Monday, January 20, 2014

Traditional Cultural Properties in Cambodia


Julia Wallace, Executive Editor of the Cambodia Daily in Phnom Penh, had an interesting op-ed in yesterday’s New York Times -- see http://www.nytimes.com/2014/01/18/opinion/workers-of-the-world-faint.html?_r=0.  It’s about garment factory workers in Cambodia who have been experiencing mass fainting incidents on the job.  The faintings are attributed to the workers' possession by neak ta – spirit beings who are angry, in the cases cited, because the construction of the garment factories uprooted banyan trees in which the spirits reside.  A neak ta, according to Wallace, is “strongly associated with a specific natural feature – a rock, a tree, a patch of soil.”

In the United States, of course, a neak ta’s rock, tree, or piece of ground would – if everyone was paying attention to the relevant guidelines – be identified as a traditional cultural property, probably eligible for the National Register of Historic Places and subject to consideration under Section 106 of the National Historic Preservation Act (NHPA), as well as in environmental assessment under the National Environmental Policy Act (NEPA).  The Cambodian faintings illustrate why such consideration – which ought to feature respectful consultation with those human beings who believe in neak ta – is a good idea.

Maybe you believe in neak ta or some equivalent (e.g.

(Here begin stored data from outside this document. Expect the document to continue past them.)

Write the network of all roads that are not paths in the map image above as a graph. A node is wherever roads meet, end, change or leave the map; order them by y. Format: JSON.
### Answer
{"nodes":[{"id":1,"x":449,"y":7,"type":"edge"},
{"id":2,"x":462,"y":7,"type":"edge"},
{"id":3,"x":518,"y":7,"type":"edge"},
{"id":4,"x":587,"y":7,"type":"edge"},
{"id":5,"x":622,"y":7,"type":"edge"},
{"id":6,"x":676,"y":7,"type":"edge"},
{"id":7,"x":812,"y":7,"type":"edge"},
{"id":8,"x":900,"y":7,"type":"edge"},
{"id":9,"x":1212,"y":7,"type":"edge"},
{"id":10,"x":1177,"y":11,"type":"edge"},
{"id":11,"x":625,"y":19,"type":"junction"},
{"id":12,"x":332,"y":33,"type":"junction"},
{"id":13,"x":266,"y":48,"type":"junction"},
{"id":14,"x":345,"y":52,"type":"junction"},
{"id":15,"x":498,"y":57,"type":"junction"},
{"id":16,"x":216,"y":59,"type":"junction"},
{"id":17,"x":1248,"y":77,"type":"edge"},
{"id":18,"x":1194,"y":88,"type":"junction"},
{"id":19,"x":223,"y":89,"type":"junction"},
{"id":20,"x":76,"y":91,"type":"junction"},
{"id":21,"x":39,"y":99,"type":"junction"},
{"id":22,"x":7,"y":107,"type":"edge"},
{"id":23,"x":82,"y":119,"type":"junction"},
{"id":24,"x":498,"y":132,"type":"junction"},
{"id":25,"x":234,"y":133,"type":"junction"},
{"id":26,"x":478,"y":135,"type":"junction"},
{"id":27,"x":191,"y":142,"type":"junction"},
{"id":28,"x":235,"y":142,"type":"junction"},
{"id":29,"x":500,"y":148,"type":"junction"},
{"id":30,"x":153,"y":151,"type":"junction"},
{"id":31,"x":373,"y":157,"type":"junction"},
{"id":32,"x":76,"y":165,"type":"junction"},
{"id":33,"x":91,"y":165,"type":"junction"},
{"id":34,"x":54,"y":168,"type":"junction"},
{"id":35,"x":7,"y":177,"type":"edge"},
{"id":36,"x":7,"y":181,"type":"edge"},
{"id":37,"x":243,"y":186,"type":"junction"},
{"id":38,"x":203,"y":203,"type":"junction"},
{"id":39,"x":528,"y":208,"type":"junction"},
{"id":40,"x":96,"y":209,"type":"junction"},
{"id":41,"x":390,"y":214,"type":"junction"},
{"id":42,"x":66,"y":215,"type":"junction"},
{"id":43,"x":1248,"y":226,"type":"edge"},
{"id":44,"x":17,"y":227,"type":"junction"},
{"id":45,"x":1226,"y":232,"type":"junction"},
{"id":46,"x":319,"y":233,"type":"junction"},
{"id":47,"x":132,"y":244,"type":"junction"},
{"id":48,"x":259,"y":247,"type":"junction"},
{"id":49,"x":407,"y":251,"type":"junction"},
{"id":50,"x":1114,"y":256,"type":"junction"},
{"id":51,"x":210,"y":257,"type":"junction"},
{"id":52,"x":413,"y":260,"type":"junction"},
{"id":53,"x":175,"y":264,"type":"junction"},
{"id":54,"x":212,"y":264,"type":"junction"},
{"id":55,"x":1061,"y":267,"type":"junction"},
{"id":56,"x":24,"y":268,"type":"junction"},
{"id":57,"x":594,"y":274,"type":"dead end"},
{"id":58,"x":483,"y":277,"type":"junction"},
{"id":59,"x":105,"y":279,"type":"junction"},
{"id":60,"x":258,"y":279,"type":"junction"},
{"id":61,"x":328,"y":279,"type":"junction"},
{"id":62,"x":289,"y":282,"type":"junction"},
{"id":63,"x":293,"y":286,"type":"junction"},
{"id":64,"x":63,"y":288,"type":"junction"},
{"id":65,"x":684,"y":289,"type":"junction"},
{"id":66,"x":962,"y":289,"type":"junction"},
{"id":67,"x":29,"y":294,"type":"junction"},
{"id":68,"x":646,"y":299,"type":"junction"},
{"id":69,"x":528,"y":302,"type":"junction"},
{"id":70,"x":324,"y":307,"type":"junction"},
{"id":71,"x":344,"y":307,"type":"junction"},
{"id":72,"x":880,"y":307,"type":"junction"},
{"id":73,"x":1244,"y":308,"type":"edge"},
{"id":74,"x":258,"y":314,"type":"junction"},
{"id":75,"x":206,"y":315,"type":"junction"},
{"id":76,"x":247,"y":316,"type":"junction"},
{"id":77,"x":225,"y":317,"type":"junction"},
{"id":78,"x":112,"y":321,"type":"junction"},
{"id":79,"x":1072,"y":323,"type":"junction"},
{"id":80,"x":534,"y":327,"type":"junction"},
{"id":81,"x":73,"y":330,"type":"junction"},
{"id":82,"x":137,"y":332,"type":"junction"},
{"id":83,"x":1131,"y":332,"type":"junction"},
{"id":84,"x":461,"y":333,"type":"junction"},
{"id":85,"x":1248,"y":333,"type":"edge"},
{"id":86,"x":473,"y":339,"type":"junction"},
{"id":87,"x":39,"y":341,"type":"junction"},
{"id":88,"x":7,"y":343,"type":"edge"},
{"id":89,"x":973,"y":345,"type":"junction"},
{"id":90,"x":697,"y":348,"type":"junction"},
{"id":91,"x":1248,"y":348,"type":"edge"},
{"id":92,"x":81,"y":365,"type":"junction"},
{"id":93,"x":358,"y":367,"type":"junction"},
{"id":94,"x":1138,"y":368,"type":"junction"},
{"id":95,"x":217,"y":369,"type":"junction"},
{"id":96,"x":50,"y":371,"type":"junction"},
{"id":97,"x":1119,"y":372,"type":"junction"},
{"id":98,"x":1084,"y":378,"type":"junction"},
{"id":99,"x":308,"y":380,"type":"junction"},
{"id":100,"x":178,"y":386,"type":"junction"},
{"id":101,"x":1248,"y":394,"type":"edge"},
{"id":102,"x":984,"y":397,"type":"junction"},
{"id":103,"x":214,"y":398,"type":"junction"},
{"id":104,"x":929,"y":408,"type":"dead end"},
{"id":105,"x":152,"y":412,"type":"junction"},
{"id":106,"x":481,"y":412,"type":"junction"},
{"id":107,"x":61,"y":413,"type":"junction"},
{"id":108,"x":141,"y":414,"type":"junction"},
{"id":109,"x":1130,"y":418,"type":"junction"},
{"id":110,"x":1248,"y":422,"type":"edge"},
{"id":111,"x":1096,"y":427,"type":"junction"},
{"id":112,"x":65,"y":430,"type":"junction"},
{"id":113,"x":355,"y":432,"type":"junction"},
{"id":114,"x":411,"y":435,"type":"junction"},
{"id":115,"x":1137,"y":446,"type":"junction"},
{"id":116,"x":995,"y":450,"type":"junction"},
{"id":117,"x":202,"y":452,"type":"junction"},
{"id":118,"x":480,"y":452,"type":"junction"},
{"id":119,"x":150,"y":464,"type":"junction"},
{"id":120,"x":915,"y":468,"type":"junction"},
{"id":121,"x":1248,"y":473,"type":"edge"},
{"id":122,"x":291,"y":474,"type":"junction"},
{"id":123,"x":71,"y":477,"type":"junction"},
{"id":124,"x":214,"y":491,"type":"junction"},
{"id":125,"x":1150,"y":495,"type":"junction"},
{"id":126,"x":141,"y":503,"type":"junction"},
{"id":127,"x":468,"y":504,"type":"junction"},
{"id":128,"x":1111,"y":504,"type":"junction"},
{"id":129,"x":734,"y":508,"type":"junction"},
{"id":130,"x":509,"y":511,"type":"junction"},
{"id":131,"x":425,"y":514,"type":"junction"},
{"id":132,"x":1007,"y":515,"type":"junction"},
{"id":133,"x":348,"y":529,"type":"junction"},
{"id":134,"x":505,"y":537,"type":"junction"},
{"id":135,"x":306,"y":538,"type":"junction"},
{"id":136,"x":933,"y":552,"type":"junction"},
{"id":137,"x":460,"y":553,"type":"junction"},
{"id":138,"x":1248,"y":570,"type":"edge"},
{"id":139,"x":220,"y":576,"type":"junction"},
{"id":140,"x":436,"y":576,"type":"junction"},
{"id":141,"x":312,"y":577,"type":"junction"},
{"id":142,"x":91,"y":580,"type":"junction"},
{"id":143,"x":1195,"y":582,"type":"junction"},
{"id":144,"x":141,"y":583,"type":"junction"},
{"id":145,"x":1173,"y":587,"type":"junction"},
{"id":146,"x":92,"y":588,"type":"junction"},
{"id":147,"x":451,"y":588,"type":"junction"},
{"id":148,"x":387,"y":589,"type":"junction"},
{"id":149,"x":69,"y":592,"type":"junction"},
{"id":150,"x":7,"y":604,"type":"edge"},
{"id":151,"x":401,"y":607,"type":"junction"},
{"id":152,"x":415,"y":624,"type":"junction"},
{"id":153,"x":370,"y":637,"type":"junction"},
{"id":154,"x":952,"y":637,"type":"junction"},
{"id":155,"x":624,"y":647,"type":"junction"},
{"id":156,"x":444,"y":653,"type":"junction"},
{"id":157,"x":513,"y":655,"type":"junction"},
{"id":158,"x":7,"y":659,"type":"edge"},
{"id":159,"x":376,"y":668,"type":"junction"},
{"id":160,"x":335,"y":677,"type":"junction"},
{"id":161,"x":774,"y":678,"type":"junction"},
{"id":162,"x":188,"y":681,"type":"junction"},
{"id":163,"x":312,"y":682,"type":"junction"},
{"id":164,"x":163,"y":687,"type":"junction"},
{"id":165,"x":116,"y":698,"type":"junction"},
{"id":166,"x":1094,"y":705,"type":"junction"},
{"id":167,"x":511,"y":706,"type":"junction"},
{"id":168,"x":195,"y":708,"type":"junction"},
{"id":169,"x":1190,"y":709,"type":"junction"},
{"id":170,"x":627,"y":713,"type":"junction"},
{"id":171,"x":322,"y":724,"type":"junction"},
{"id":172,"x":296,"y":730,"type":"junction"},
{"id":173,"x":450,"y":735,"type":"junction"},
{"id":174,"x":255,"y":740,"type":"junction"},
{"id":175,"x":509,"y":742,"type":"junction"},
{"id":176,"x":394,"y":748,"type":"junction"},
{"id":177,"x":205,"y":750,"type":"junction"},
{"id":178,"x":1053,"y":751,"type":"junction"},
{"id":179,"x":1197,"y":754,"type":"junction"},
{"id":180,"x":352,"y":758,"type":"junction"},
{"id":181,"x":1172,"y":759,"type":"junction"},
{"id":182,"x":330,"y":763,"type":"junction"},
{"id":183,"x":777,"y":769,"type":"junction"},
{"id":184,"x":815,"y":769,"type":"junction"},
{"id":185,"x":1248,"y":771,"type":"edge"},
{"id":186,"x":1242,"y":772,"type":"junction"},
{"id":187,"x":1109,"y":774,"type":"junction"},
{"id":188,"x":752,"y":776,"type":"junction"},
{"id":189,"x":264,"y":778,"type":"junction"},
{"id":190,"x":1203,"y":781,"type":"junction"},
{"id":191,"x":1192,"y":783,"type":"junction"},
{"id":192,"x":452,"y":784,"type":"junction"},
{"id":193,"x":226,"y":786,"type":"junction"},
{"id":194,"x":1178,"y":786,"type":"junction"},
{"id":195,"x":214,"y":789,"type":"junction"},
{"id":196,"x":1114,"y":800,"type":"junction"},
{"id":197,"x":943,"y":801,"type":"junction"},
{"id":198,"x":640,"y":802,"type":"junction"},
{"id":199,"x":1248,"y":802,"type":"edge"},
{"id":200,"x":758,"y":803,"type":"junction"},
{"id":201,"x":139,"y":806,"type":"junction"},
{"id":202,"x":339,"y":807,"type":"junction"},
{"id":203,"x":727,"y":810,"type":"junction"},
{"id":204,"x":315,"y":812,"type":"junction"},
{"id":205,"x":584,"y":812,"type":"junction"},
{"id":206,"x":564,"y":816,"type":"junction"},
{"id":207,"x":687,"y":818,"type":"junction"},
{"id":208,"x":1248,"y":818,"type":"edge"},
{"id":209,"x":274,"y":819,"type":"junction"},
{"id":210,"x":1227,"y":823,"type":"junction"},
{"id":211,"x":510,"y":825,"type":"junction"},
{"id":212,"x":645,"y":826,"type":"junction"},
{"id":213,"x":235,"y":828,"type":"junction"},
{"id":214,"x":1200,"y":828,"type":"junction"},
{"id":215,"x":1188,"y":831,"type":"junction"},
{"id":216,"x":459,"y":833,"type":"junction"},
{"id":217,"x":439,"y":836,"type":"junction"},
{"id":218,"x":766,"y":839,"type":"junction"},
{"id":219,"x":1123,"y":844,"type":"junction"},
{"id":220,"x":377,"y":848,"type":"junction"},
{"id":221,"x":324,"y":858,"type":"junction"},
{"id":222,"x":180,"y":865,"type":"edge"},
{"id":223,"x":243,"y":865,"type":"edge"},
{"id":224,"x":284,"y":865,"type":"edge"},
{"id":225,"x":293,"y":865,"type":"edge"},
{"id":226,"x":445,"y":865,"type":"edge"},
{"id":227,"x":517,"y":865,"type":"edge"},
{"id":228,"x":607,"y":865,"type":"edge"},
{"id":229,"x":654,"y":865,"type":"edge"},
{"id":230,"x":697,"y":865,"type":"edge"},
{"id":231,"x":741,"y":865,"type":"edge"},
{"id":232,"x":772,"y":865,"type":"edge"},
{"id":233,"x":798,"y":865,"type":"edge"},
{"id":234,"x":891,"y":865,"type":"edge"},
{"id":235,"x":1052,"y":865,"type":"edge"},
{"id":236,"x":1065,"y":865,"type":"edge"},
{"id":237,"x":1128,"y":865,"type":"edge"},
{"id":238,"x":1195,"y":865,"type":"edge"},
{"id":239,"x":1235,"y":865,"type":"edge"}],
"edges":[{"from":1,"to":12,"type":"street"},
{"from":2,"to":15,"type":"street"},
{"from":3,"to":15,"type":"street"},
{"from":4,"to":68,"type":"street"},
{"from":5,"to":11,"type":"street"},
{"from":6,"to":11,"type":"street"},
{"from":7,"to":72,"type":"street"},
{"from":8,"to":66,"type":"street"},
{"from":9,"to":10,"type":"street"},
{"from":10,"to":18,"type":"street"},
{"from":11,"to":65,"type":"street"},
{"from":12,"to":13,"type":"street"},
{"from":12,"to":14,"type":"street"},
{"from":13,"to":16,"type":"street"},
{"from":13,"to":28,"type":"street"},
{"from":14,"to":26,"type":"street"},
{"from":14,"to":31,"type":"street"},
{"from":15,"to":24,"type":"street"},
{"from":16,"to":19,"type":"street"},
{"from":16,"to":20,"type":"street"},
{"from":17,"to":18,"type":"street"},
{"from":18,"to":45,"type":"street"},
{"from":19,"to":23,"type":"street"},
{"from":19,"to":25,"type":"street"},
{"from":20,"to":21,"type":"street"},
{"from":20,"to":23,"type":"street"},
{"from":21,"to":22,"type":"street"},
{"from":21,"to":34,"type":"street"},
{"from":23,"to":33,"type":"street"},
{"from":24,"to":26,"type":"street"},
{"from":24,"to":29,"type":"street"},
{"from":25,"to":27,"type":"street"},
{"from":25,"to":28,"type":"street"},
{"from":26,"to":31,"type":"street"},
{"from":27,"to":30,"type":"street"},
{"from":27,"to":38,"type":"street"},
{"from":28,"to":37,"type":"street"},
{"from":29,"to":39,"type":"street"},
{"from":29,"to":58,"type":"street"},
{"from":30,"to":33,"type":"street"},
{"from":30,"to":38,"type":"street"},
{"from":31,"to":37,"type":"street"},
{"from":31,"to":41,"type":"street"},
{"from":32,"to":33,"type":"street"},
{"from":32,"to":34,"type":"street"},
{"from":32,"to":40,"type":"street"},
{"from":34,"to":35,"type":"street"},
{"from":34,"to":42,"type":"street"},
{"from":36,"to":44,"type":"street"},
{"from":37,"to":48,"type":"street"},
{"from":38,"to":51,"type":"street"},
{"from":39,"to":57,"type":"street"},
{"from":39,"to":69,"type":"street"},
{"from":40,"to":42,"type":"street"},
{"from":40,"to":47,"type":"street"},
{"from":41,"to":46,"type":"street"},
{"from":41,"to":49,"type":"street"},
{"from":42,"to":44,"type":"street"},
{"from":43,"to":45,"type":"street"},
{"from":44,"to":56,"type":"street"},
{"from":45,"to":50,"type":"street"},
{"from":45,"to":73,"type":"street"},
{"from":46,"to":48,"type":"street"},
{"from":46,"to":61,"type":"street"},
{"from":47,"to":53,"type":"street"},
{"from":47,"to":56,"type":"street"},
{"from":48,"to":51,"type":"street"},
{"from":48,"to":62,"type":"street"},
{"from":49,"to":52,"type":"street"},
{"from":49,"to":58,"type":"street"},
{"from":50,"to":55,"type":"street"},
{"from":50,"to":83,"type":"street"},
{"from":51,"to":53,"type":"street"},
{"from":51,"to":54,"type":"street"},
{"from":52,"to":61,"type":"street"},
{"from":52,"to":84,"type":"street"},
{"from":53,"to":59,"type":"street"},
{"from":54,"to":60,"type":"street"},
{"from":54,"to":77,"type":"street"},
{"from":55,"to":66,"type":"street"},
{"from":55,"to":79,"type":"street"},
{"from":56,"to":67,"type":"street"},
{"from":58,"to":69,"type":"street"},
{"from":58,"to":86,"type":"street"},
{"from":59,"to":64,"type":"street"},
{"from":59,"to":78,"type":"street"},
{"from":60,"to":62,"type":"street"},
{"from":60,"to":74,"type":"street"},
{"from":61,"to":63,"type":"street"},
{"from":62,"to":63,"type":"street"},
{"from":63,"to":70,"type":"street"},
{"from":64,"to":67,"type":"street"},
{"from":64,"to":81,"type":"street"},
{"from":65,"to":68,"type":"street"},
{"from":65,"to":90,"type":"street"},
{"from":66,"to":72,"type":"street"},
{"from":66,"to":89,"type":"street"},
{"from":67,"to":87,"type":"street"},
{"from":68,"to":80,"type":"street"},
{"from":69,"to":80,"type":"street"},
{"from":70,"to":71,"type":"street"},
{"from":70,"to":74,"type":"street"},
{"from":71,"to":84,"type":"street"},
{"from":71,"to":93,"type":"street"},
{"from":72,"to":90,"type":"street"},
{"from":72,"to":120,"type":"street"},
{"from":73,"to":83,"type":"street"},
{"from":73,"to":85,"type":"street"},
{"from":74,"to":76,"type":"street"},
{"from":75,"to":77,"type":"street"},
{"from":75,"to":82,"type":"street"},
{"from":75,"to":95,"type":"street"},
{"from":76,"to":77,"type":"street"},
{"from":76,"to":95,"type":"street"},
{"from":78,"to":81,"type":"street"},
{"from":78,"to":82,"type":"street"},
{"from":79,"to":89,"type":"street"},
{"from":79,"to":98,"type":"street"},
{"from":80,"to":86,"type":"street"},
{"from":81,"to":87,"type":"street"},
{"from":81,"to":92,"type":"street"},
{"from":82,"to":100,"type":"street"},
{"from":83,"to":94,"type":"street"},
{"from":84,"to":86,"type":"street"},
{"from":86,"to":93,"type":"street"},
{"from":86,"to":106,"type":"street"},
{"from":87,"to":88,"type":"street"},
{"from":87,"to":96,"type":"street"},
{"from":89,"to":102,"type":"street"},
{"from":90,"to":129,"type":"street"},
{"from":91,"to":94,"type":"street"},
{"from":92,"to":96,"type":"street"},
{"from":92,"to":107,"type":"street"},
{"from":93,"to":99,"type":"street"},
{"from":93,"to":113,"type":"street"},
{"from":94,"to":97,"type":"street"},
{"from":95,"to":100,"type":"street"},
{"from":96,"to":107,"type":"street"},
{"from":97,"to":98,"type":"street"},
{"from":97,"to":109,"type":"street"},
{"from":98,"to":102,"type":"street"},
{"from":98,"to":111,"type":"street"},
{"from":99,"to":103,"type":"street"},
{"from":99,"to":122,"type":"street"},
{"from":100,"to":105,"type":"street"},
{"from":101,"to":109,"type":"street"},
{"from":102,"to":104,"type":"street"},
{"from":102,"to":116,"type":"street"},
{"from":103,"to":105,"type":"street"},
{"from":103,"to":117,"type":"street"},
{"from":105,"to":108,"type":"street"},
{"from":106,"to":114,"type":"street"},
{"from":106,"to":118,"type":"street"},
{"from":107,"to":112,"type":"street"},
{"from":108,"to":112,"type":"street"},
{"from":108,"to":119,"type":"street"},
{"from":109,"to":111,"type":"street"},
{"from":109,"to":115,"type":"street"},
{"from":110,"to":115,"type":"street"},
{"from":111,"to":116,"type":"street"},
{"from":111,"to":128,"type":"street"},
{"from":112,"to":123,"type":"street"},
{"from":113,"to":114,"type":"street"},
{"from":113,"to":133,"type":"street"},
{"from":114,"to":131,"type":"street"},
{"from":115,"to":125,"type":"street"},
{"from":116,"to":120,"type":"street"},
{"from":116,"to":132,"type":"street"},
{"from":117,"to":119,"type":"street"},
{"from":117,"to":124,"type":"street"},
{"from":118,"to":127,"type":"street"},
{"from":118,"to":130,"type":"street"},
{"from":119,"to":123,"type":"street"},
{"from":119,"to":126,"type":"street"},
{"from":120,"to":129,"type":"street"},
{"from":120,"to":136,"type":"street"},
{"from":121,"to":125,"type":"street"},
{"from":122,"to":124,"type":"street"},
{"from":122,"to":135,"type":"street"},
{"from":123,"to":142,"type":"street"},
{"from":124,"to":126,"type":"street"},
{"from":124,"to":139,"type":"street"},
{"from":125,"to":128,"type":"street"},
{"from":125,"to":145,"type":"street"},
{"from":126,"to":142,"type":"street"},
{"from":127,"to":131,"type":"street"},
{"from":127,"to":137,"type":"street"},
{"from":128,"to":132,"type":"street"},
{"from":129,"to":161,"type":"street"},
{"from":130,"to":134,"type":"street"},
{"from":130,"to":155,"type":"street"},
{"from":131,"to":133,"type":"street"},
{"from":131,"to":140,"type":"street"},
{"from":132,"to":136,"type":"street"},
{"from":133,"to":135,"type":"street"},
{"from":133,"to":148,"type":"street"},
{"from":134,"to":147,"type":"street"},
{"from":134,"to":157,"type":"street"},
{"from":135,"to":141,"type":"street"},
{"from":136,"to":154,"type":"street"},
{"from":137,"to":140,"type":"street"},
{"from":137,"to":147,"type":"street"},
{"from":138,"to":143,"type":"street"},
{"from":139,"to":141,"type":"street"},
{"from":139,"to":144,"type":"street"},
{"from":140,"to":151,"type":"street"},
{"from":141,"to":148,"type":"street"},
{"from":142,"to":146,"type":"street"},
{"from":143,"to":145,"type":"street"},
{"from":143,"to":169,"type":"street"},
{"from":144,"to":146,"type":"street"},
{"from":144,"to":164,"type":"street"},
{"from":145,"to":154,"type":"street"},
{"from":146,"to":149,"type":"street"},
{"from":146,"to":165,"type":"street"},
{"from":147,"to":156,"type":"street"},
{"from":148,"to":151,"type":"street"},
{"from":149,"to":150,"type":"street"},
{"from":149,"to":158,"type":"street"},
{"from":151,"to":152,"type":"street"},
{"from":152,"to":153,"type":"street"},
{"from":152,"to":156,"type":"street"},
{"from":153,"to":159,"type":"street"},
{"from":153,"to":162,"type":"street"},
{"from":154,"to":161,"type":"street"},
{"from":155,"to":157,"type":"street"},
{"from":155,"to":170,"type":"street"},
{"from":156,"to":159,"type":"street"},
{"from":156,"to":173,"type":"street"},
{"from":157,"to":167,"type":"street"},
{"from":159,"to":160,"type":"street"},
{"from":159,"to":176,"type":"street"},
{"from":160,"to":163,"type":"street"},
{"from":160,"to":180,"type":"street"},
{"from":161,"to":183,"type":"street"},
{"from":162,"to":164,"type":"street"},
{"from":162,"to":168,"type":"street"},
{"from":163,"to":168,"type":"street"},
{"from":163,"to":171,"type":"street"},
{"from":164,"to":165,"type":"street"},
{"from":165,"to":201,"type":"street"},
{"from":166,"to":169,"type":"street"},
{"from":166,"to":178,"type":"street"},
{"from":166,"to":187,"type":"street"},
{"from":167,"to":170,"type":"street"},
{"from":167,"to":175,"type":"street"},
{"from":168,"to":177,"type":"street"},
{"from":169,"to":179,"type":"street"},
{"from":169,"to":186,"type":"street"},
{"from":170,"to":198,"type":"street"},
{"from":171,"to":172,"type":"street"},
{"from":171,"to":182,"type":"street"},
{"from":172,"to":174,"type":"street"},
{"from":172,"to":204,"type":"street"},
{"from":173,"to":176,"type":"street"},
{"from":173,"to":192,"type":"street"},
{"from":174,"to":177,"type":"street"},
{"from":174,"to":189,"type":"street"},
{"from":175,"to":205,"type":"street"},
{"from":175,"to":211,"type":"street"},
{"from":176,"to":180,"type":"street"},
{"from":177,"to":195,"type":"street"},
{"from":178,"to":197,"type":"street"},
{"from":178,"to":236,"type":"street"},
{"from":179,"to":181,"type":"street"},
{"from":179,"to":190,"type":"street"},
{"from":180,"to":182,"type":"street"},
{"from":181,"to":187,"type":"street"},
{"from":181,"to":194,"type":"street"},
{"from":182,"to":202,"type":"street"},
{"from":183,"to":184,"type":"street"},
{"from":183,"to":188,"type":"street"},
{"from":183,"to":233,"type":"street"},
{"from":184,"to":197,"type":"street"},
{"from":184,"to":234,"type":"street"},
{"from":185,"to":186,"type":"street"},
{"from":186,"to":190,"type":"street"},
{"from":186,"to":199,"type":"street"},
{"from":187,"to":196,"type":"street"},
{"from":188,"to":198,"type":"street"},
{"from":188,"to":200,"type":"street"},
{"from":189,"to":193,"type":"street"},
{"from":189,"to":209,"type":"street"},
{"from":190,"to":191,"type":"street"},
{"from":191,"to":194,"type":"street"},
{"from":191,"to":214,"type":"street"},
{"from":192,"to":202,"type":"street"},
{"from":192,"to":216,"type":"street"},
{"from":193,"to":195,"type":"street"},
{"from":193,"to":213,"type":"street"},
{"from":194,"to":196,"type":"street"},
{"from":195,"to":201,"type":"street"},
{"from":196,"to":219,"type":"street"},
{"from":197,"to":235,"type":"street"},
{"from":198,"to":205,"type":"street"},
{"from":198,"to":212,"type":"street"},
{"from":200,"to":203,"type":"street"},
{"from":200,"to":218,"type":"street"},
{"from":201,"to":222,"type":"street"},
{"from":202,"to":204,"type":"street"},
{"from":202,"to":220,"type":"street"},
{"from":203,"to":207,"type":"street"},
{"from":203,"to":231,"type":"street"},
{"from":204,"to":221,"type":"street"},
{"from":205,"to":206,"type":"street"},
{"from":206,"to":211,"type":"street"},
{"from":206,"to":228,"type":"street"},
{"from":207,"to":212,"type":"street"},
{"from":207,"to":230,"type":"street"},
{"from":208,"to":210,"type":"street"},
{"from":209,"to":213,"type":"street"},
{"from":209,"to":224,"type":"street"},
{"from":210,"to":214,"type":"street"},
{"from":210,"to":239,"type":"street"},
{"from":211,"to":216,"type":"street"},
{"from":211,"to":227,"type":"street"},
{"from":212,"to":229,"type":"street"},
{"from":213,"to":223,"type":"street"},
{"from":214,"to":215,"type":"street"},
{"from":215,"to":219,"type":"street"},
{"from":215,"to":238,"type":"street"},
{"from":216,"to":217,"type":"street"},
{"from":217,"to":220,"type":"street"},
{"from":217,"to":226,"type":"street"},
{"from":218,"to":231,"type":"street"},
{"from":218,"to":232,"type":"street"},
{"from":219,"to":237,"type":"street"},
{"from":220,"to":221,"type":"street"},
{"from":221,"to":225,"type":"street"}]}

Elves in Iceland, ancestor spirits in China, Coyote or other spirit-beings in North America).  Or maybe you suspect as Wallace seems to that the fainting epidemic is a device for drawing attention to poor working conditions and low wages among garment workers.  Or maybe you’d rather say it’s all nonsense and the workers are just finding a clever way to slack off.  Whatever you believe, you surely ought to acknowledge that whoever built the garment factories set their operators up for problems by failing to consider impacts on the neak ta and their trees. 

Would it have been so hard to consider those impacts?  To talk with the people of the surrounding community before designing the factory, finding out what they valued in the environment, and trying to do something about it?  In one case Wallace mentions, the enraged neak ta apparently could have been mollified had there been “ritual propitiation” and “apology.”  Would this have been so hard to arrange?  And shouldn’t such consultation and efforts to mitigate the construction project’s impacts be a central part of good planning?  Even if the power of neak ta is wholly in the heads of the garment workers, wouldn’t it be wise to put the workers’ minds at rest, before they start passing out over their sewing machines?